▶ _PROBLEM STATEMENT_
Look through the lines below and extract each one that contains "Pino".

━━━━━ DATA TO USE

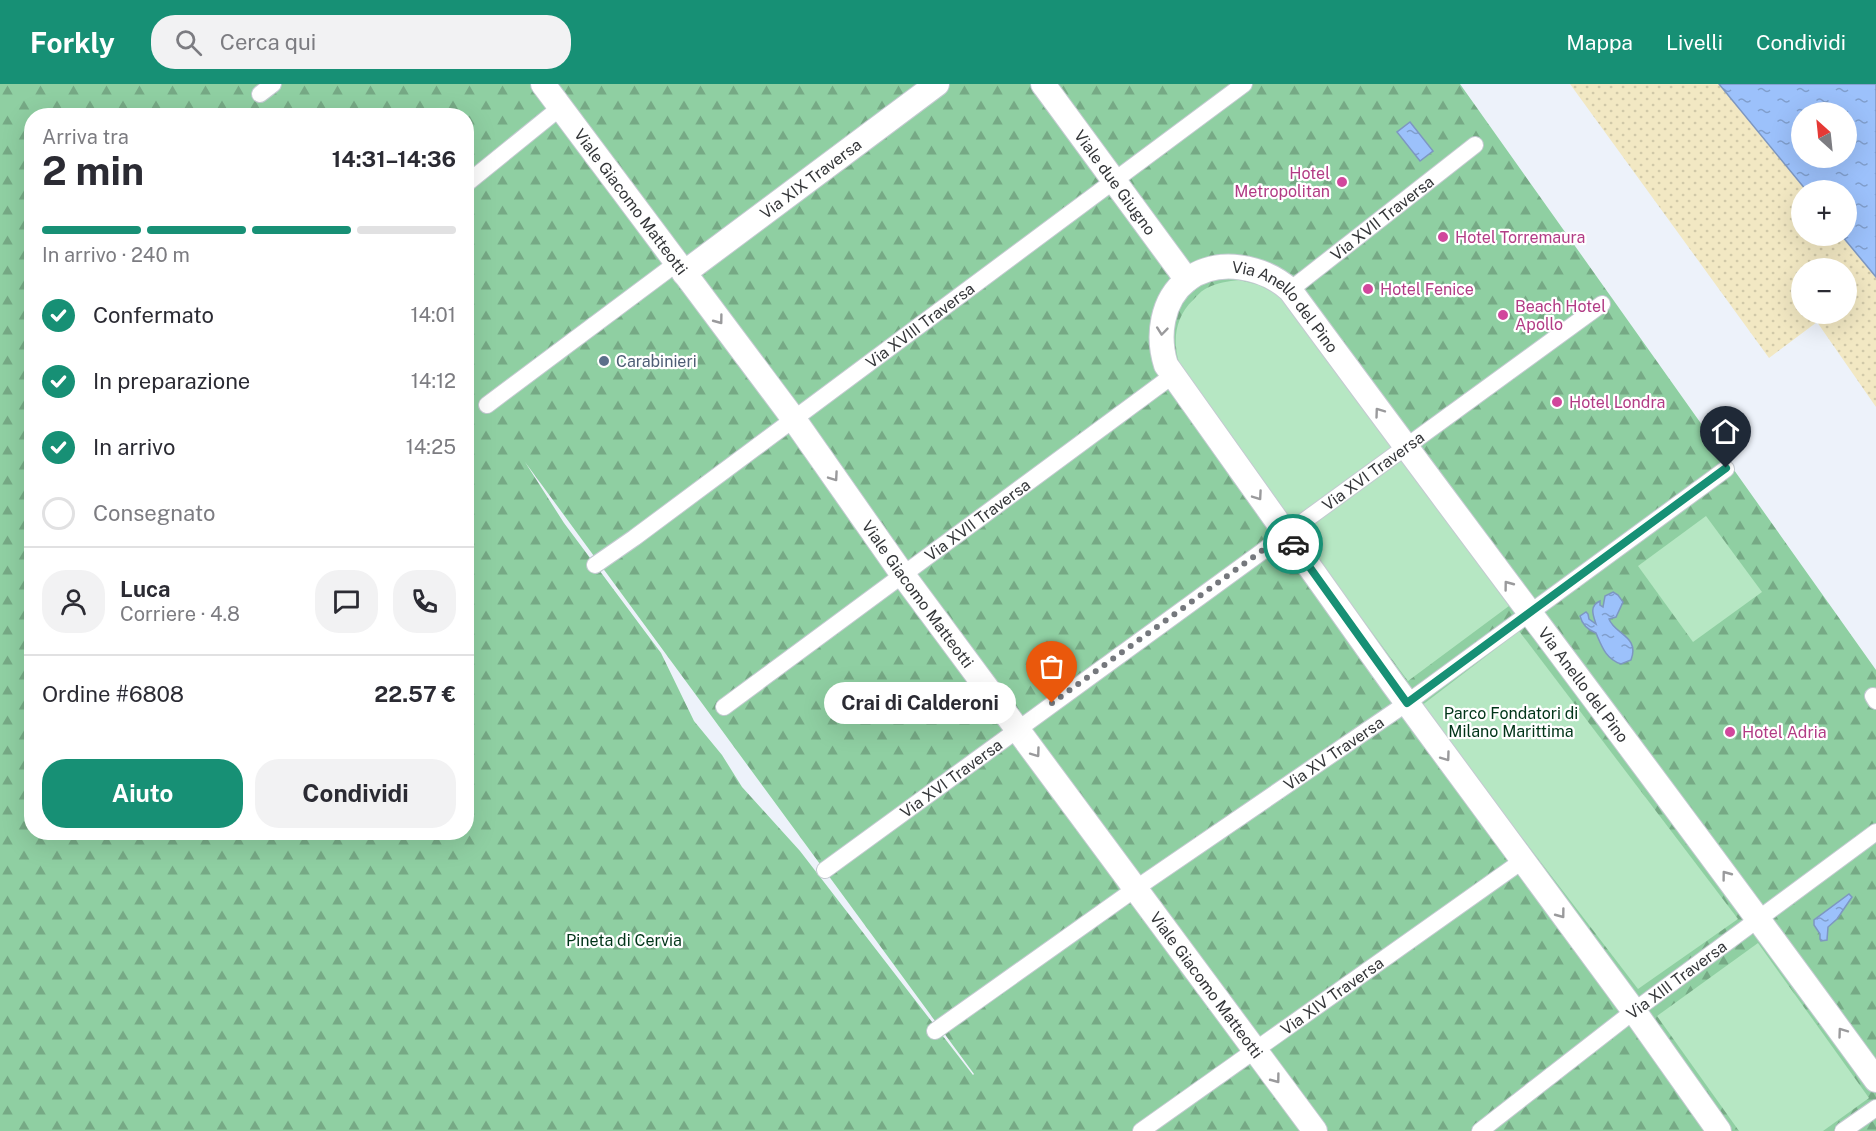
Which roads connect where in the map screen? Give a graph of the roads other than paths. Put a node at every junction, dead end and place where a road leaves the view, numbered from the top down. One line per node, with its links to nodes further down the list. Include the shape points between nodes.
1 (543, 84): 5 (street, Viale Giacomo Matteotti)
2 (937, 84): 9 (street, Via XIX Traversa)
3 (1043, 84): 8 (street, Viale due Giugno)
4 (1244, 84): 8 (street, Via XVIII Traversa)
5 (561, 107): 7 (street); 9 (street, Viale Giacomo Matteotti)
6 (1475, 145): 11 (street, Via XVII Traversa)
7 (474, 178)
8 (1114, 181): 10 (street, Viale due Giugno); 15 (street, Via XVIII Traversa)
9 (681, 268): 14 (street, Via XIX Traversa); 15 (street, Viale Giacomo Matteotti, one-way to 15)
10 (1187, 280): 11 (street, Via Anello del Pino, via 1211,270 1239,266 1281,281); 13 (street, one-way to 13, via 1172,296 1162,322 1161,351)
11 (1290, 290): 16 (street, Via Anello del Pino, one-way to 11)
12 (1602, 304): 16 (street, Via XVI Traversa)
13 (1172, 376): 18 (street, one-way to 18); 20 (street, Via XVII Traversa)
14 (487, 405)
15 (793, 418): 19 (street, Via XVIII Traversa); 20 (street, Viale Giacomo Matteotti, one-way to 20)
16 (1405, 446): 18 (street, Via XVI Traversa); 21 (street, Via Anello del Pino, one-way to 16)
17 (1726, 468): 21 (street, Via XV Traversa)
18 (1285, 534): 22 (street); 24 (street, Via XVI Traversa)
19 (595, 564)
20 (903, 575): 23 (street, Via XVII Traversa); 24 (street, Viale Giacomo Matteotti)
21 (1530, 614): 22 (street, Via XV Traversa); 29 (street, Via Anello del Pino, one-way to 21)
22 (1407, 703): 26 (street, one-way to 26); 28 (street, Via XV Traversa)
23 (724, 707)
24 (1018, 729): 27 (street, Via XVI Traversa); 28 (street, Viale Giacomo Matteotti, one-way to 28)
25 (1876, 832): 29 (street, Via XIII Traversa)
26 (1522, 861): 30 (street, one-way to 30); 32 (street, Via XIV Traversa)
27 (825, 870)
28 (1135, 889): 31 (street, Via XV Traversa); 32 (street, Viale Giacomo Matteotti)
29 (1760, 919): 30 (street, Via XIII Traversa); 33 (street, Via Anello del Pino, one-way to 29)
30 (1634, 1011): 37 (street, Via XIII Traversa); 38 (street)
31 (935, 1031)
32 (1255, 1050): 35 (street, Via XIV Traversa); 36 (street, Viale Giacomo Matteotti, one-way to 36)
33 (1876, 1080)
34 (1876, 1108): 39 (street)
35 (1141, 1131)
36 (1315, 1131)
37 (1480, 1131)
38 (1719, 1131)
39 (1843, 1131)

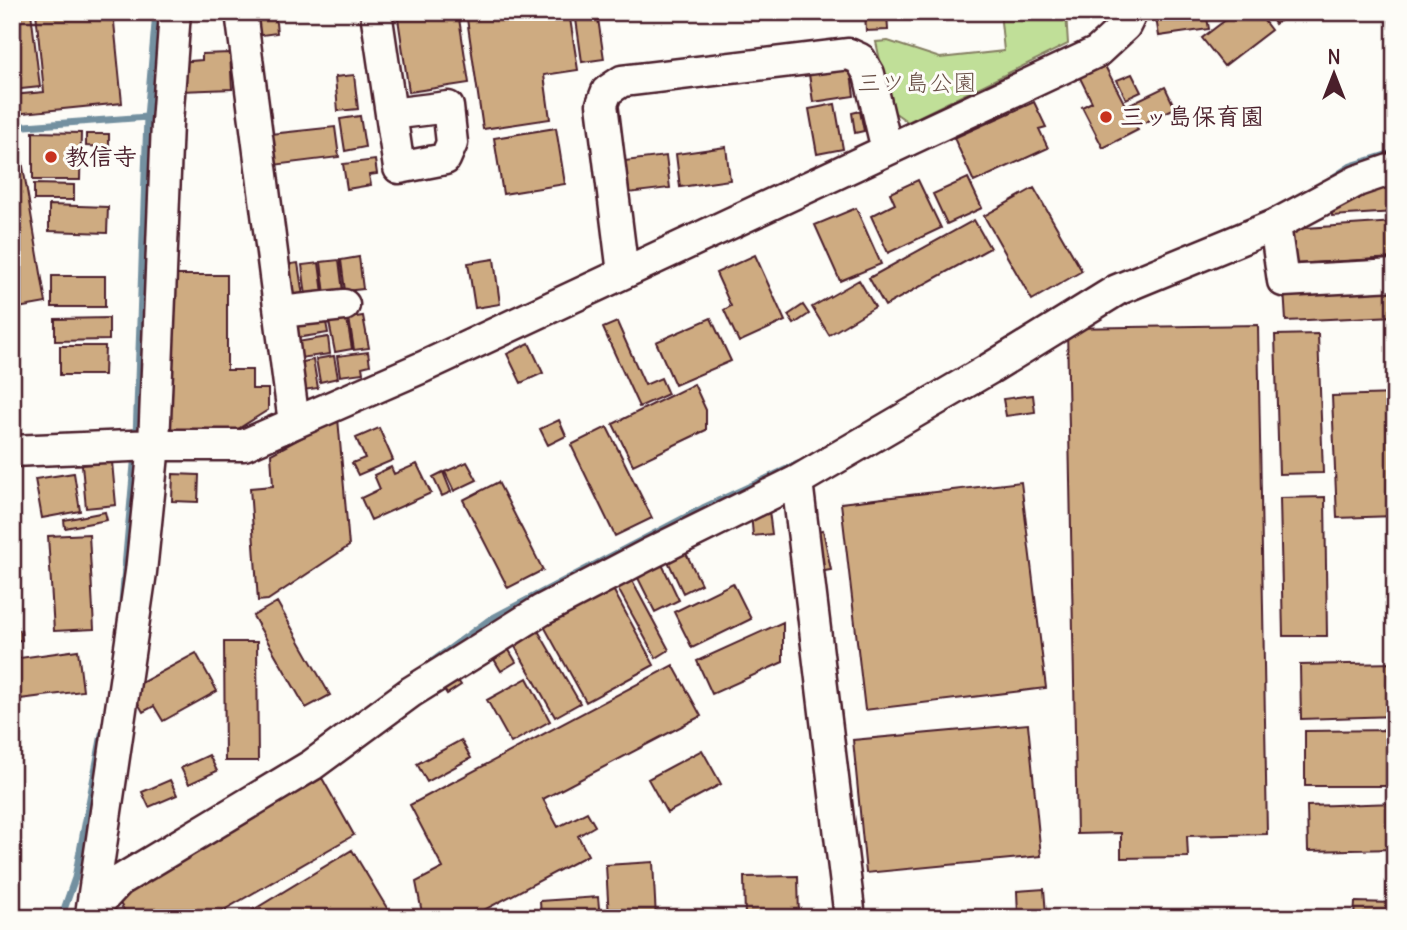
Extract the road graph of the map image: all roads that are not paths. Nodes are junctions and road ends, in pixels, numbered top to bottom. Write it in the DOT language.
graph roads {
  1 [pos="175,12"];
  2 [pos="241,12"];
  3 [pos="376,12"];
  4 [pos="1132,12"];
  5 [pos="391,114"];
  6 [pos="887,150"];
  7 [pos="1395,168"];
  8 [pos="1275,225"];
  9 [pos="623,273"];
  10 [pos="1395,275"];
  11 [pos="344,305"];
  12 [pos="280,312"];
  13 [pos="294,423"];
  14 [pos="154,445"];
  15 [pos="12,451"];
  16 [pos="797,481"];
  17 [pos="91,914"];
  18 [pos="850,918"];
  1 -- 14 [label="street"];
  2 -- 12 [label="street"];
  3 -- 5 [label="street"];
  4 -- 6 [label="street"];
  6 -- 9 [label="street"];
  6 -- 9 [label="street"];
  7 -- 8 [label="street"];
  8 -- 10 [label="street"];
  8 -- 16 [label="street"];
  9 -- 13 [label="street"];
  11 -- 12 [label="street"];
  12 -- 13 [label="street"];
  13 -- 14 [label="street"];
  14 -- 15 [label="street"];
  14 -- 17 [label="street"];
  16 -- 17 [label="street"];
  16 -- 18 [label="street"];
}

━━━━━━━━━━

▶ _SOLUTION TO THE PROBLEM_
10 (1187, 280): 11 (street, Via Anello del Pino, via 1211,270 1239,266 1281,281); 13 (street, one-way to 13, via 1172,296 1162,322 1161,351)
11 (1290, 290): 16 (street, Via Anello del Pino, one-way to 11)
16 (1405, 446): 18 (street, Via XVI Traversa); 21 (street, Via Anello del Pino, one-way to 16)
21 (1530, 614): 22 (street, Via XV Traversa); 29 (street, Via Anello del Pino, one-way to 21)
29 (1760, 919): 30 (street, Via XIII Traversa); 33 (street, Via Anello del Pino, one-way to 29)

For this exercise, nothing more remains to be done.